Problem> Transcribe the data in full and exactly, omitting any pictures.

Records for the exercise>

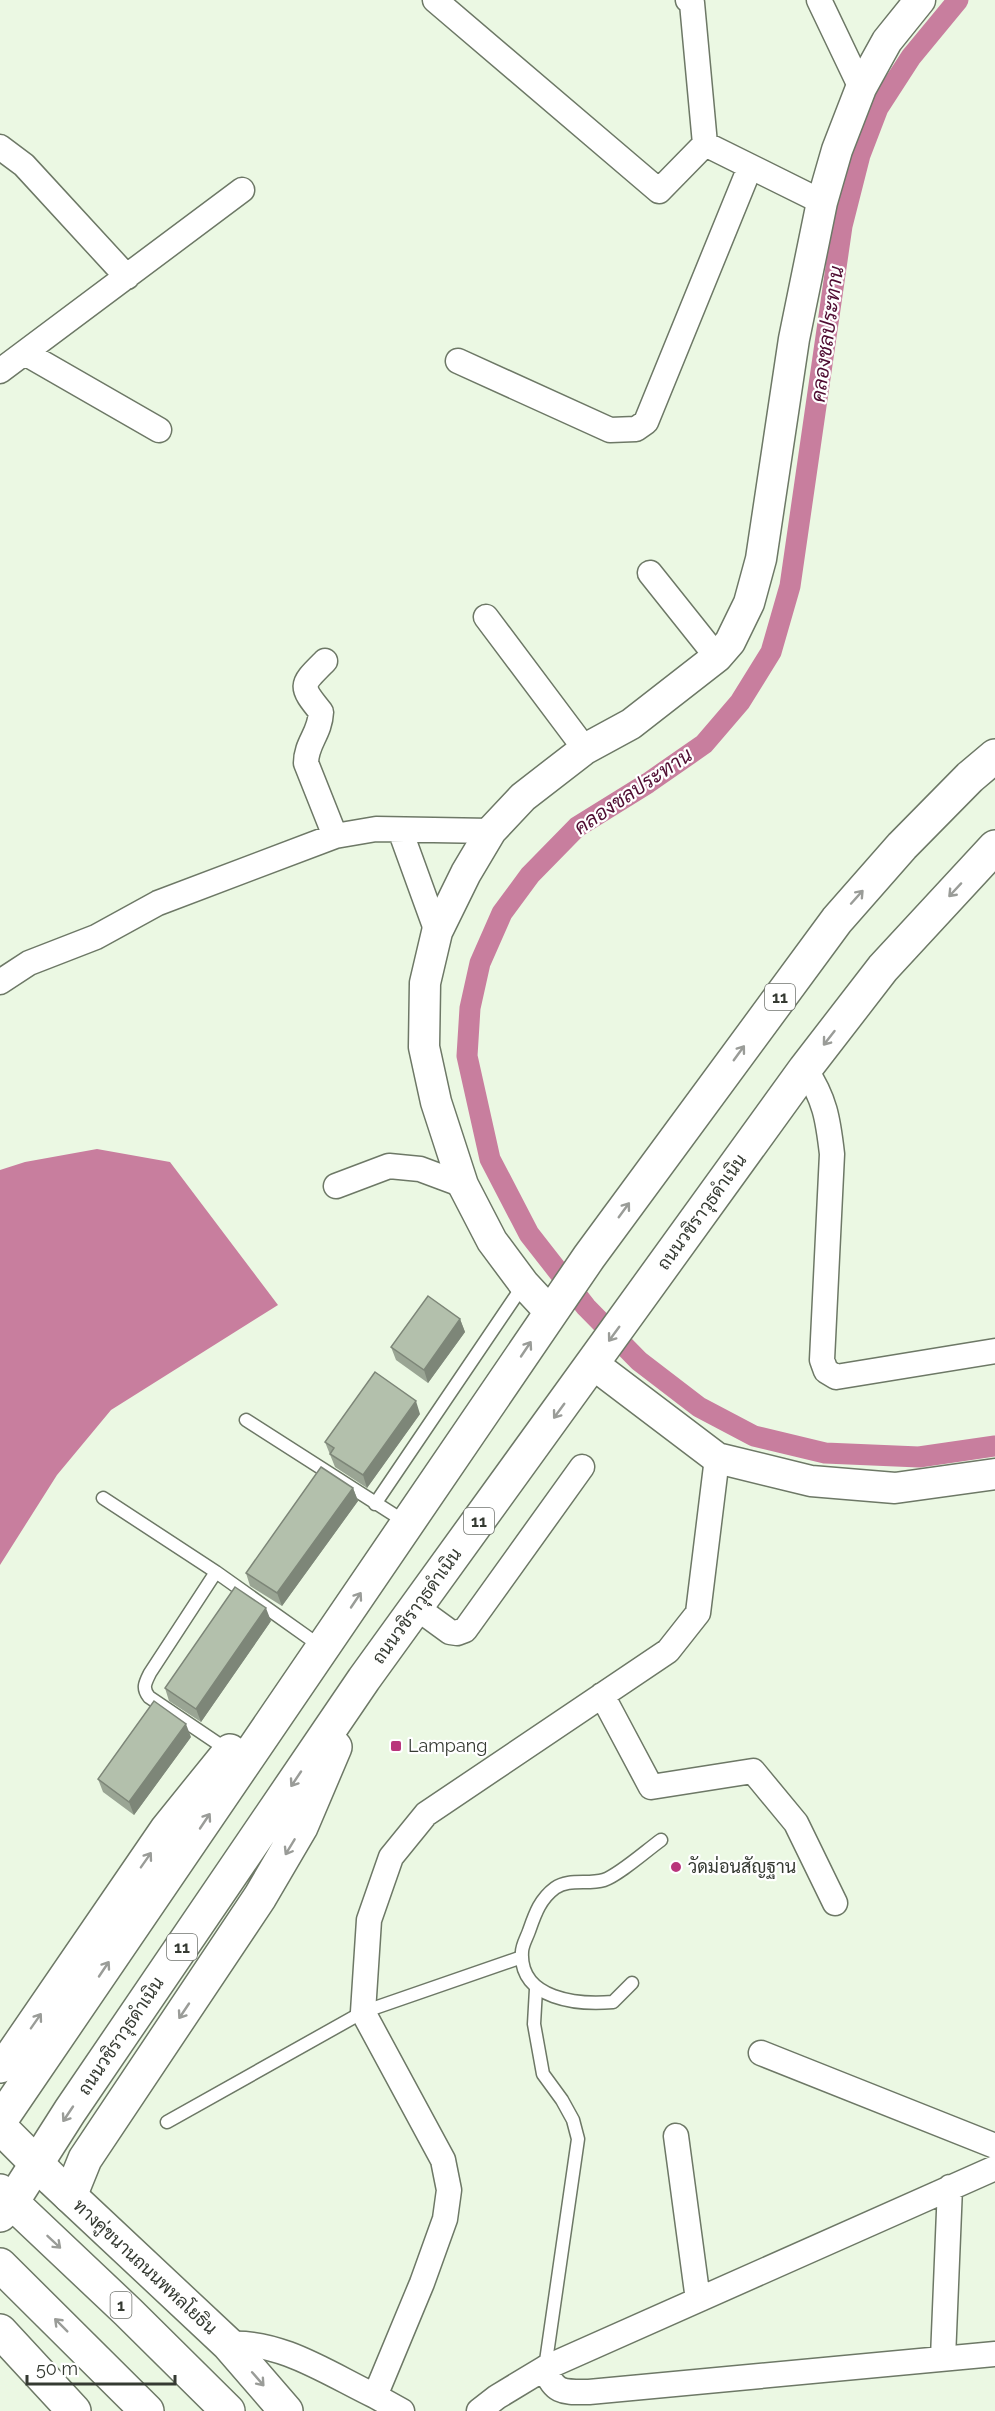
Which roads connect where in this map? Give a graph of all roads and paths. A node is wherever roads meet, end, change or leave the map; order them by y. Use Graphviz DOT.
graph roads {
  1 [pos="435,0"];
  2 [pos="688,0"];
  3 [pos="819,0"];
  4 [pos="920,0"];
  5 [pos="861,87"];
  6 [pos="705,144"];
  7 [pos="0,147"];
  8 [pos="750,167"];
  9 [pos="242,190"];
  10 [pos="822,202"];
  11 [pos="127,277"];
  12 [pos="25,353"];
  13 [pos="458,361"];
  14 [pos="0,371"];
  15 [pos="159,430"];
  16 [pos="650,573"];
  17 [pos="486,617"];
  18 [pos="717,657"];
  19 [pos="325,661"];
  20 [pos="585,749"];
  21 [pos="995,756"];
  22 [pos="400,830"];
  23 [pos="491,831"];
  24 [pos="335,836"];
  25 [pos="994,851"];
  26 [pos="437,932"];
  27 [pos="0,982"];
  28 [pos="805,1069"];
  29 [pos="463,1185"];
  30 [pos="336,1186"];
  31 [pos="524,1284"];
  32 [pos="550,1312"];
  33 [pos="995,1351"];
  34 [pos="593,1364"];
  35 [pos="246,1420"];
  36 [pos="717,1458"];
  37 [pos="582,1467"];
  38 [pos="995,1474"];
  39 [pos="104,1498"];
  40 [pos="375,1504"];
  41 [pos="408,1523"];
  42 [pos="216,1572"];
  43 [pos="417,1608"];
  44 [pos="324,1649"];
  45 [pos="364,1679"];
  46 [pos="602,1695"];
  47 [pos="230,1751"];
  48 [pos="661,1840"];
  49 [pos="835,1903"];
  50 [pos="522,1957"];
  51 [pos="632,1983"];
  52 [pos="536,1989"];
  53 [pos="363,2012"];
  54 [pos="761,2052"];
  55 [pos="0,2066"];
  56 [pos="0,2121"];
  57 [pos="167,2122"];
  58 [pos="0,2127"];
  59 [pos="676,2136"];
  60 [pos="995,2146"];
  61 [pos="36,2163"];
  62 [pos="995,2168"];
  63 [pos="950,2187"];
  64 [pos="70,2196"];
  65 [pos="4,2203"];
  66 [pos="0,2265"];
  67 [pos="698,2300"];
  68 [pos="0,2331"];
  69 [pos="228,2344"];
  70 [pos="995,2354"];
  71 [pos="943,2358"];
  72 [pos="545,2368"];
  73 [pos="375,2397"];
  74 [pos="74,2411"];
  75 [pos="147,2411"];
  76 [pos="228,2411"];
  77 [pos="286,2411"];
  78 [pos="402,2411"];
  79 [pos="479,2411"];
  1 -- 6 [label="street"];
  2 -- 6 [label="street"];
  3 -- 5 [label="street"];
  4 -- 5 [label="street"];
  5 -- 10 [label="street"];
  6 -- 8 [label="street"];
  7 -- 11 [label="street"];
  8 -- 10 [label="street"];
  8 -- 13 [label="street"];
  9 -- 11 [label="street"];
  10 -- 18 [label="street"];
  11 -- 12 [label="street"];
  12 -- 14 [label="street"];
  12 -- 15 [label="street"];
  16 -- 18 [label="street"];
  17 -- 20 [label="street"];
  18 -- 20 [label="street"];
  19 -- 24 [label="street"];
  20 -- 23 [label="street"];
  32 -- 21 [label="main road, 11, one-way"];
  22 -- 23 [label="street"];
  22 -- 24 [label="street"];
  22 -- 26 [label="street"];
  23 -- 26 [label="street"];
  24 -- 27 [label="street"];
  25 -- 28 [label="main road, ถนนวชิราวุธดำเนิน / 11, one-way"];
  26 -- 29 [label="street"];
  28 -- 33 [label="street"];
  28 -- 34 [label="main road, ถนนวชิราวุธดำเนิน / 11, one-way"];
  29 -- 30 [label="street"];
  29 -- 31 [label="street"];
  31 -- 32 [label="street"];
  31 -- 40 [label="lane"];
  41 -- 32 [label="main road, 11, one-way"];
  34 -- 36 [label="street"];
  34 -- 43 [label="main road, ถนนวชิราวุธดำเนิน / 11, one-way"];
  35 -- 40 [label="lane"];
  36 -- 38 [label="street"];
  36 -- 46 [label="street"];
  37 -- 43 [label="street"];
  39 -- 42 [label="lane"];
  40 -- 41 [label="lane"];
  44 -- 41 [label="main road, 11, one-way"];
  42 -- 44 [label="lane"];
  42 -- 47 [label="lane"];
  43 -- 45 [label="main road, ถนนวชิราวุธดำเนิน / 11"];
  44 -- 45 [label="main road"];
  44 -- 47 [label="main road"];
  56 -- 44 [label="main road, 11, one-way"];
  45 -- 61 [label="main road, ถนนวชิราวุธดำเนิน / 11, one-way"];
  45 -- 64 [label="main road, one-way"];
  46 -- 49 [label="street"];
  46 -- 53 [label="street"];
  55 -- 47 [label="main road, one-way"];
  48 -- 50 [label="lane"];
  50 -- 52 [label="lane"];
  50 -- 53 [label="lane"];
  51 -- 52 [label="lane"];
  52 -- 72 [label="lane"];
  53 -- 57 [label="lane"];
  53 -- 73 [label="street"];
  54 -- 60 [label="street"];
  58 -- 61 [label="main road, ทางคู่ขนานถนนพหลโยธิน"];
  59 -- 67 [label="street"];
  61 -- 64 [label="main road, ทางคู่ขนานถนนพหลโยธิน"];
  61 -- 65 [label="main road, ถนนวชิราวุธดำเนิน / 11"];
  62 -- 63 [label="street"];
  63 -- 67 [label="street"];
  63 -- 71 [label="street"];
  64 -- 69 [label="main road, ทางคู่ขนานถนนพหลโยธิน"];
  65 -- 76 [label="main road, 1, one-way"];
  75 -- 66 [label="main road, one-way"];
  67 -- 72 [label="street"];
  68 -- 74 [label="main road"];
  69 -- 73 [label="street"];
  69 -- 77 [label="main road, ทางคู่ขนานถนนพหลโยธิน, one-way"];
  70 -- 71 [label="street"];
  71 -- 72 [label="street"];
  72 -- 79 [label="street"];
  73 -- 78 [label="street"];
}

Result for this exercise>
Which roads connect where in this map? Give a graph of all roads and paths. A node is wherever roads meet, end, change or leave the map; order them by y. Use Graphviz DOT.
graph roads {
  1 [pos="435,0"];
  2 [pos="688,0"];
  3 [pos="819,0"];
  4 [pos="920,0"];
  5 [pos="861,87"];
  6 [pos="705,144"];
  7 [pos="0,147"];
  8 [pos="750,167"];
  9 [pos="242,190"];
  10 [pos="822,202"];
  11 [pos="127,277"];
  12 [pos="25,353"];
  13 [pos="458,361"];
  14 [pos="0,371"];
  15 [pos="159,430"];
  16 [pos="650,573"];
  17 [pos="486,617"];
  18 [pos="717,657"];
  19 [pos="325,661"];
  20 [pos="585,749"];
  21 [pos="995,756"];
  22 [pos="400,830"];
  23 [pos="491,831"];
  24 [pos="335,836"];
  25 [pos="994,851"];
  26 [pos="437,932"];
  27 [pos="0,982"];
  28 [pos="805,1069"];
  29 [pos="463,1185"];
  30 [pos="336,1186"];
  31 [pos="524,1284"];
  32 [pos="550,1312"];
  33 [pos="995,1351"];
  34 [pos="593,1364"];
  35 [pos="246,1420"];
  36 [pos="717,1458"];
  37 [pos="582,1467"];
  38 [pos="995,1474"];
  39 [pos="104,1498"];
  40 [pos="375,1504"];
  41 [pos="408,1523"];
  42 [pos="216,1572"];
  43 [pos="417,1608"];
  44 [pos="324,1649"];
  45 [pos="364,1679"];
  46 [pos="602,1695"];
  47 [pos="230,1751"];
  48 [pos="661,1840"];
  49 [pos="835,1903"];
  50 [pos="522,1957"];
  51 [pos="632,1983"];
  52 [pos="536,1989"];
  53 [pos="363,2012"];
  54 [pos="761,2052"];
  55 [pos="0,2066"];
  56 [pos="0,2121"];
  57 [pos="167,2122"];
  58 [pos="0,2127"];
  59 [pos="676,2136"];
  60 [pos="995,2146"];
  61 [pos="36,2163"];
  62 [pos="995,2168"];
  63 [pos="950,2187"];
  64 [pos="70,2196"];
  65 [pos="4,2203"];
  66 [pos="0,2265"];
  67 [pos="698,2300"];
  68 [pos="0,2331"];
  69 [pos="228,2344"];
  70 [pos="995,2354"];
  71 [pos="943,2358"];
  72 [pos="545,2368"];
  73 [pos="375,2397"];
  74 [pos="74,2411"];
  75 [pos="147,2411"];
  76 [pos="228,2411"];
  77 [pos="286,2411"];
  78 [pos="402,2411"];
  79 [pos="479,2411"];
  1 -- 6 [label="street"];
  2 -- 6 [label="street"];
  3 -- 5 [label="street"];
  4 -- 5 [label="street"];
  5 -- 10 [label="street"];
  6 -- 8 [label="street"];
  7 -- 11 [label="street"];
  8 -- 10 [label="street"];
  8 -- 13 [label="street"];
  9 -- 11 [label="street"];
  10 -- 18 [label="street"];
  11 -- 12 [label="street"];
  12 -- 14 [label="street"];
  12 -- 15 [label="street"];
  16 -- 18 [label="street"];
  17 -- 20 [label="street"];
  18 -- 20 [label="street"];
  19 -- 24 [label="street"];
  20 -- 23 [label="street"];
  32 -- 21 [label="main road, 11, one-way"];
  22 -- 23 [label="street"];
  22 -- 24 [label="street"];
  22 -- 26 [label="street"];
  23 -- 26 [label="street"];
  24 -- 27 [label="street"];
  25 -- 28 [label="main road, ถนนวชิราวุธดำเนิน / 11, one-way"];
  26 -- 29 [label="street"];
  28 -- 33 [label="street"];
  28 -- 34 [label="main road, ถนนวชิราวุธดำเนิน / 11, one-way"];
  29 -- 30 [label="street"];
  29 -- 31 [label="street"];
  31 -- 32 [label="street"];
  31 -- 40 [label="lane"];
  41 -- 32 [label="main road, 11, one-way"];
  34 -- 36 [label="street"];
  34 -- 43 [label="main road, ถนนวชิราวุธดำเนิน / 11, one-way"];
  35 -- 40 [label="lane"];
  36 -- 38 [label="street"];
  36 -- 46 [label="street"];
  37 -- 43 [label="street"];
  39 -- 42 [label="lane"];
  40 -- 41 [label="lane"];
  44 -- 41 [label="main road, 11, one-way"];
  42 -- 44 [label="lane"];
  42 -- 47 [label="lane"];
  43 -- 45 [label="main road, ถนนวชิราวุธดำเนิน / 11"];
  44 -- 45 [label="main road"];
  44 -- 47 [label="main road"];
  56 -- 44 [label="main road, 11, one-way"];
  45 -- 61 [label="main road, ถนนวชิราวุธดำเนิน / 11, one-way"];
  45 -- 64 [label="main road, one-way"];
  46 -- 49 [label="street"];
  46 -- 53 [label="street"];
  55 -- 47 [label="main road, one-way"];
  48 -- 50 [label="lane"];
  50 -- 52 [label="lane"];
  50 -- 53 [label="lane"];
  51 -- 52 [label="lane"];
  52 -- 72 [label="lane"];
  53 -- 57 [label="lane"];
  53 -- 73 [label="street"];
  54 -- 60 [label="street"];
  58 -- 61 [label="main road, ทางคู่ขนานถนนพหลโยธิน"];
  59 -- 67 [label="street"];
  61 -- 64 [label="main road, ทางคู่ขนานถนนพหลโยธิน"];
  61 -- 65 [label="main road, ถนนวชิราวุธดำเนิน / 11"];
  62 -- 63 [label="street"];
  63 -- 67 [label="street"];
  63 -- 71 [label="street"];
  64 -- 69 [label="main road, ทางคู่ขนานถนนพหลโยธิน"];
  65 -- 76 [label="main road, 1, one-way"];
  75 -- 66 [label="main road, one-way"];
  67 -- 72 [label="street"];
  68 -- 74 [label="main road"];
  69 -- 73 [label="street"];
  69 -- 77 [label="main road, ทางคู่ขนานถนนพหลโยธิน, one-way"];
  70 -- 71 [label="street"];
  71 -- 72 [label="street"];
  72 -- 79 [label="street"];
  73 -- 78 [label="street"];
}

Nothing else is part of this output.